I would like to show you my next project: a Wilford power shovel B.
It's not completely new, because Gordon Birrell and Marty have shown us their excellent models here in the forum before. But this will be the first model in 1:35th and brass construction.
Ray Dunakin took good photos of a prototype at the Central Nevada Museum in Tonopah, which he thankfully let me use as a basis for the build.
(Picture: Ray Dunakin)
Also very helpful was additional information and pictures from Ted Valpey, President of the Northeast Rockbusters. He has perfectly restored one of these machines and shows it in operation from time to time. For example to see in the videos
https://www.youtube.com/watch?v=vZ6Z-OfoOnA (https://www.youtube.com/watch?v=vZ6Z-OfoOnA)
or
https://www.youtube.com/watch?v=Y1EDmw_sdFo (https://www.youtube.com/watch?v=Y1EDmw_sdFo)
starting at 12:00. There you can see that the operation of such a machine is connected with a lot of physical effort.
(Picture: Ted Valpey)
The Prototype
William Ford, the younger brother of automaker Henry Ford, entered the construction equipment business in 1925 with the formation of the Wilford Shovel Co. in Detroit. The most obvious component of the tracked 1/4-yard Wilford shovel was a Fordson skid unit, used as drive. In addition, the shovel used several parts from Ford cars and trucks: the crowd device on the bucket was a Ford truck worm gear. The machine could be purchased at Ford dealerships.
In 1927, that company changed its name to Universal Power Shovel Company, with William Ford as its president. In 1928, shortly before the Great Depression, Universal Power Shovel Company was acquired by Unit Corporation of America.
The power shovel was modular in design and could be built in different versions.
For example, as a dragline excavator, ...
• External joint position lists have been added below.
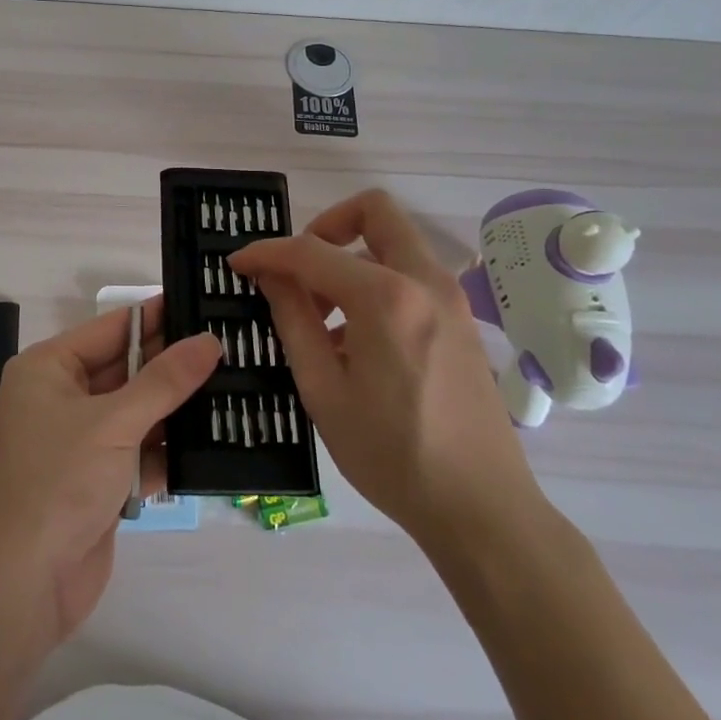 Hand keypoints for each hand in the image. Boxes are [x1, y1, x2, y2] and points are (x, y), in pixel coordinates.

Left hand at [0, 300, 219, 646]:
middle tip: (232, 347)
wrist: (21, 586)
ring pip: (137, 412)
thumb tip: (208, 341)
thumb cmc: (58, 483)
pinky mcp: (97, 481)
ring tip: (237, 388)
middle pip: (127, 369)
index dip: (158, 317)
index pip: (112, 328)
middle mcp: (60, 398)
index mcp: (48, 369)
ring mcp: (79, 442)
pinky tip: (216, 442)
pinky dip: (169, 451)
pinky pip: (139, 452)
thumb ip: (164, 381)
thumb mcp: (113, 422)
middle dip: (174, 364)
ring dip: (178, 409)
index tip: (205, 303)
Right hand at [231, 189, 545, 559]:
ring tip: (321, 317)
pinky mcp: (461, 319)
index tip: (238, 264)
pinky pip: (411, 274)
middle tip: (299, 268)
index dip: (266, 252)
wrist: (482, 509)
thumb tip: (270, 275)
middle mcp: (424, 281)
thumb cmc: (391, 455)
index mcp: (386, 298)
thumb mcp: (324, 390)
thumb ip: (293, 320)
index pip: (311, 250)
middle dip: (326, 225)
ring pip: (394, 240)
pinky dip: (376, 282)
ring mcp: (450, 298)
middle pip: (374, 210)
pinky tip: (355, 339)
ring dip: (351, 257) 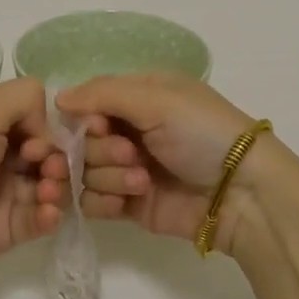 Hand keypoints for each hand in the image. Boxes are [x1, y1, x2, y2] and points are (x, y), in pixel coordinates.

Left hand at [0, 78, 65, 291]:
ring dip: (58, 185)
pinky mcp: (9, 229)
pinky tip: (45, 214)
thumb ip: (24, 97)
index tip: (37, 140)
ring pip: (51, 183)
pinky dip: (51, 214)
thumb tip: (46, 125)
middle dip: (58, 157)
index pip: (36, 116)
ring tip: (46, 194)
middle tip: (47, 169)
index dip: (46, 126)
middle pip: (49, 150)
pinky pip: (43, 217)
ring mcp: (5, 193)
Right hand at [46, 73, 265, 253]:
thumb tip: (57, 97)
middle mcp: (129, 129)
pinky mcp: (129, 204)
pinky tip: (125, 202)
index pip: (88, 101)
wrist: (241, 193)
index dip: (84, 116)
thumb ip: (102, 94)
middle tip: (131, 155)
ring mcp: (127, 168)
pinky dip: (103, 201)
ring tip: (141, 181)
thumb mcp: (156, 99)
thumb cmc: (202, 133)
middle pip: (82, 139)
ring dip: (108, 175)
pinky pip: (93, 201)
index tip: (99, 126)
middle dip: (101, 149)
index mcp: (138, 96)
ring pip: (84, 171)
... as a clam shell excavator ...
... or as a crane.
A sign on the shovel at the Central Nevada Museum in Tonopah shows that the machine was built in 1927. It is the source for my model.
(Picture: Ray Dunakin)
Lot of good background information there.This will be a fun project to watch.
Do you know which version you will model?
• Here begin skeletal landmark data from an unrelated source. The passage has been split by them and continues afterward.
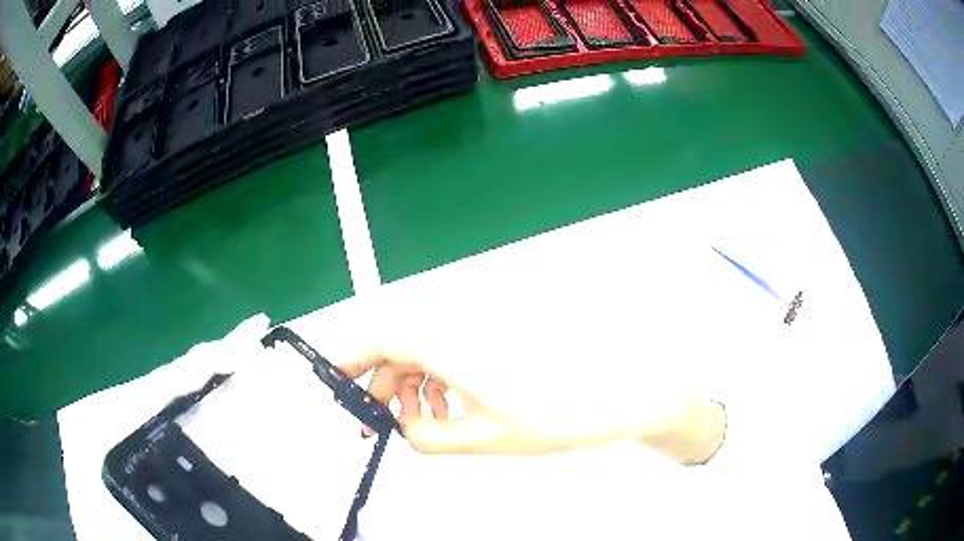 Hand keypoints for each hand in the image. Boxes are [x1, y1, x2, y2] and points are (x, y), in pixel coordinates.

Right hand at [338, 349, 642, 453]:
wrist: (617, 394)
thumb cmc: (560, 414)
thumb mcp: (483, 437)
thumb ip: (429, 436)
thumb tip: (401, 427)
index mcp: (454, 345)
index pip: (384, 336)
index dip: (353, 355)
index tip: (335, 377)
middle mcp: (463, 325)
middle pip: (400, 343)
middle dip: (384, 382)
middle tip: (382, 419)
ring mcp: (480, 329)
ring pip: (423, 347)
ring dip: (411, 382)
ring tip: (425, 420)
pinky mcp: (494, 336)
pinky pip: (447, 349)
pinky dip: (437, 377)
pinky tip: (450, 407) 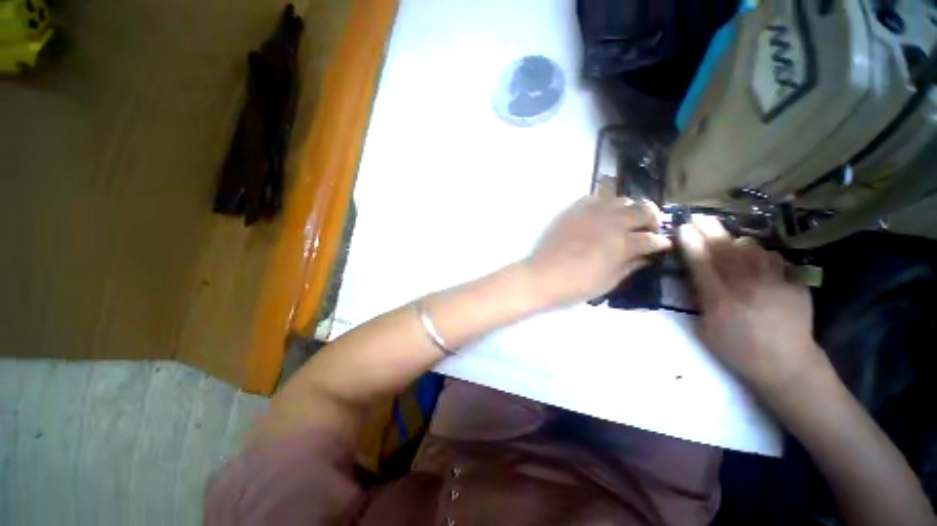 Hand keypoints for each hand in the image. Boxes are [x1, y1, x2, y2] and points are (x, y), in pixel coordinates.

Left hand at [524, 196, 670, 307]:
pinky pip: (595, 198)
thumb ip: (631, 265)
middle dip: (653, 219)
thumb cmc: (577, 285)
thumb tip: (647, 257)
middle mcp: (611, 222)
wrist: (543, 276)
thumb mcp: (609, 281)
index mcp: (623, 243)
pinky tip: (603, 214)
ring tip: (627, 219)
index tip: (662, 246)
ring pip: (621, 199)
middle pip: (643, 210)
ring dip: (630, 208)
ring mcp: (591, 213)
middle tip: (650, 228)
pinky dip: (604, 204)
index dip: (661, 243)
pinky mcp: (574, 210)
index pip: (653, 238)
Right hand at [677, 216, 825, 392]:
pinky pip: (775, 258)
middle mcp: (746, 286)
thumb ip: (701, 301)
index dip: (690, 243)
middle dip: (708, 230)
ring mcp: (774, 282)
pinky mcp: (794, 283)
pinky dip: (762, 254)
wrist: (787, 364)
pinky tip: (756, 257)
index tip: (682, 228)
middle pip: (724, 250)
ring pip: (752, 248)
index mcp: (720, 300)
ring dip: (735, 240)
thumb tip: (698, 279)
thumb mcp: (706, 330)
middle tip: (698, 216)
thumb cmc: (738, 350)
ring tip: (727, 237)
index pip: (701, 264) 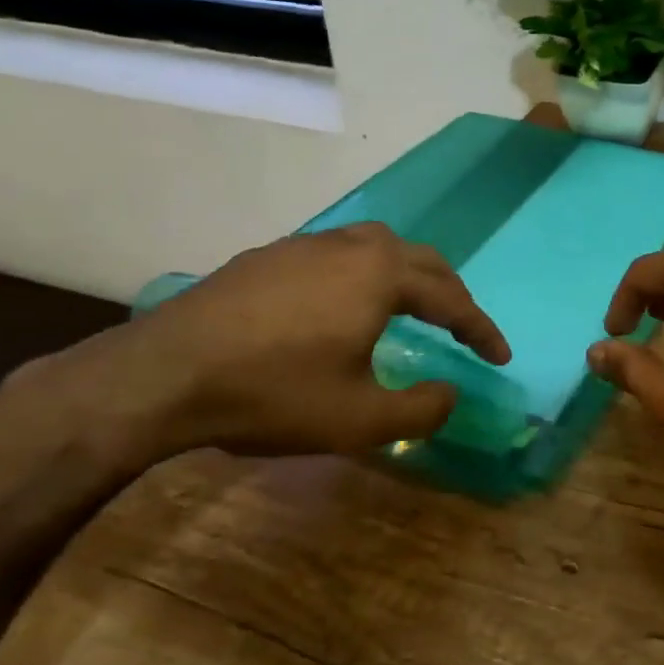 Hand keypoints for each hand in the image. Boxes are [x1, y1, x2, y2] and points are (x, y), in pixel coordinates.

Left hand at [44, 224, 510, 471]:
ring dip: (407, 275)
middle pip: (420, 260)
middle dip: (450, 293)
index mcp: (381, 276)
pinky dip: (363, 275)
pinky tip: (344, 305)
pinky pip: (337, 255)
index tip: (500, 357)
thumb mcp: (360, 418)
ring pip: (376, 247)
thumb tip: (451, 393)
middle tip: (463, 327)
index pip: (451, 299)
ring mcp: (304, 246)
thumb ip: (421, 409)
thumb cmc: (272, 393)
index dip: (481, 330)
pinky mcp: (268, 256)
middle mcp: (350, 246)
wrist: (163, 375)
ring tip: (411, 307) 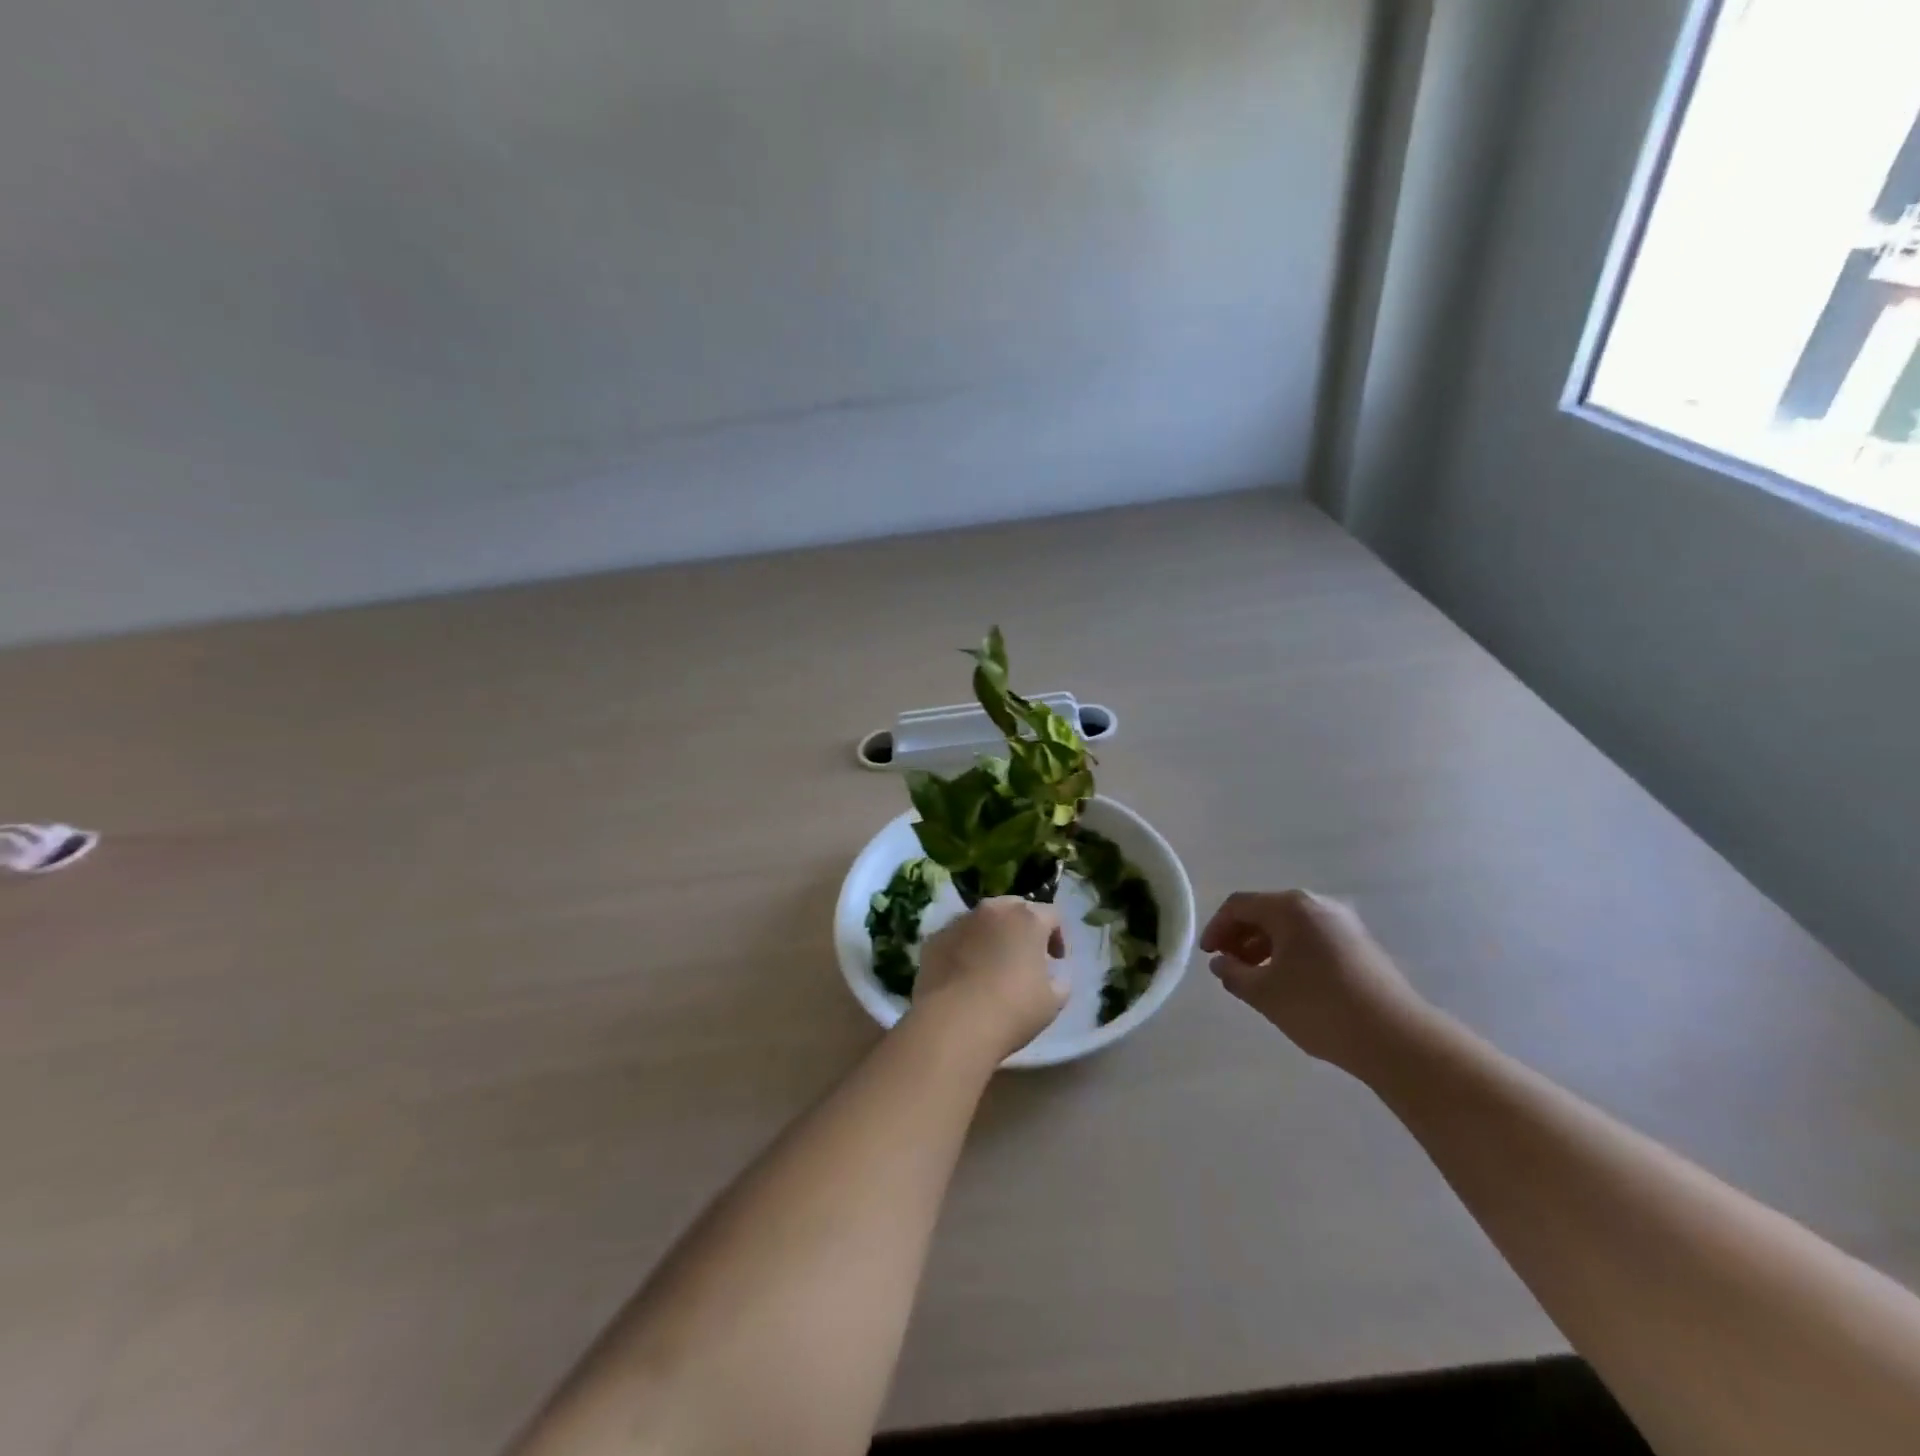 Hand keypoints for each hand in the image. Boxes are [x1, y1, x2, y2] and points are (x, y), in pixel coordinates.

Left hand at [911, 898, 1069, 1061]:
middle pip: (1014, 908)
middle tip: (1025, 957)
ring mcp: (959, 921)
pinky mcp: (934, 938)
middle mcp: (992, 909)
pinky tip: (964, 976)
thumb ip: (1060, 980)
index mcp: (1027, 919)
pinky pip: (956, 937)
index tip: (1056, 960)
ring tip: (991, 966)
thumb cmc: (1013, 1010)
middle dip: (1023, 928)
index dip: (1057, 936)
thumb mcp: (1053, 1001)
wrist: (954, 1023)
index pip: (1052, 914)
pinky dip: (964, 948)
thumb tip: (1054, 974)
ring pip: (982, 920)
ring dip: (991, 935)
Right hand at [1200, 890, 1432, 1077]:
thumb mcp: (1264, 993)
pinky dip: (1290, 952)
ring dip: (1265, 946)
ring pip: (1290, 926)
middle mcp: (1317, 905)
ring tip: (1255, 977)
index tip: (1207, 955)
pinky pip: (1312, 938)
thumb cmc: (1319, 1007)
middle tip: (1227, 965)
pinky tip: (1288, 983)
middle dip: (1240, 936)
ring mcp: (1344, 924)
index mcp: (1290, 907)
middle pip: (1266, 911)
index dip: (1216, 928)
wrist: (1396, 1038)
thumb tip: (1221, 962)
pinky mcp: (1361, 945)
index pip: (1239, 905)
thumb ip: (1233, 973)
Thanks Bill. I will model the version as in the first picture. I will use the power shovel together with the bucket chain excavator in my clay pit. It will remove the dirt above the clay layer.
Bernhard
That first picture Looks like LAWN ART to me ;D
It seems we have two or three Fordson based projects underway now (Chuck and Bernhard, of course, but I can't remember who else) and the builders are world class modelers. I'm really looking forward to seeing the finished models and enjoying the progress reports. -- Russ
Take your breath away - dribbling all ready
Barney
Awesome project! Looking forward to watching this.
Also, thanks for the video links. It's cool to see one restored and in operation.
That's going to be a great project.
Les
Thank you all for your interest!
Before we start building, here is a lesson in mechanics.
How it works
I tried to understand how this machine works exactly. After all, all functions of the excavator and the track units are driven from the Fordson tractor, which runs continuously and at a constant speed. The drive is distributed to the various functions via a complicated system of chains, reversing gears, clutches and brakes.
(Picture: Ray Dunakin)
Track units
The tracks of the shovel are driven by the rear axles of the Fordson tractor.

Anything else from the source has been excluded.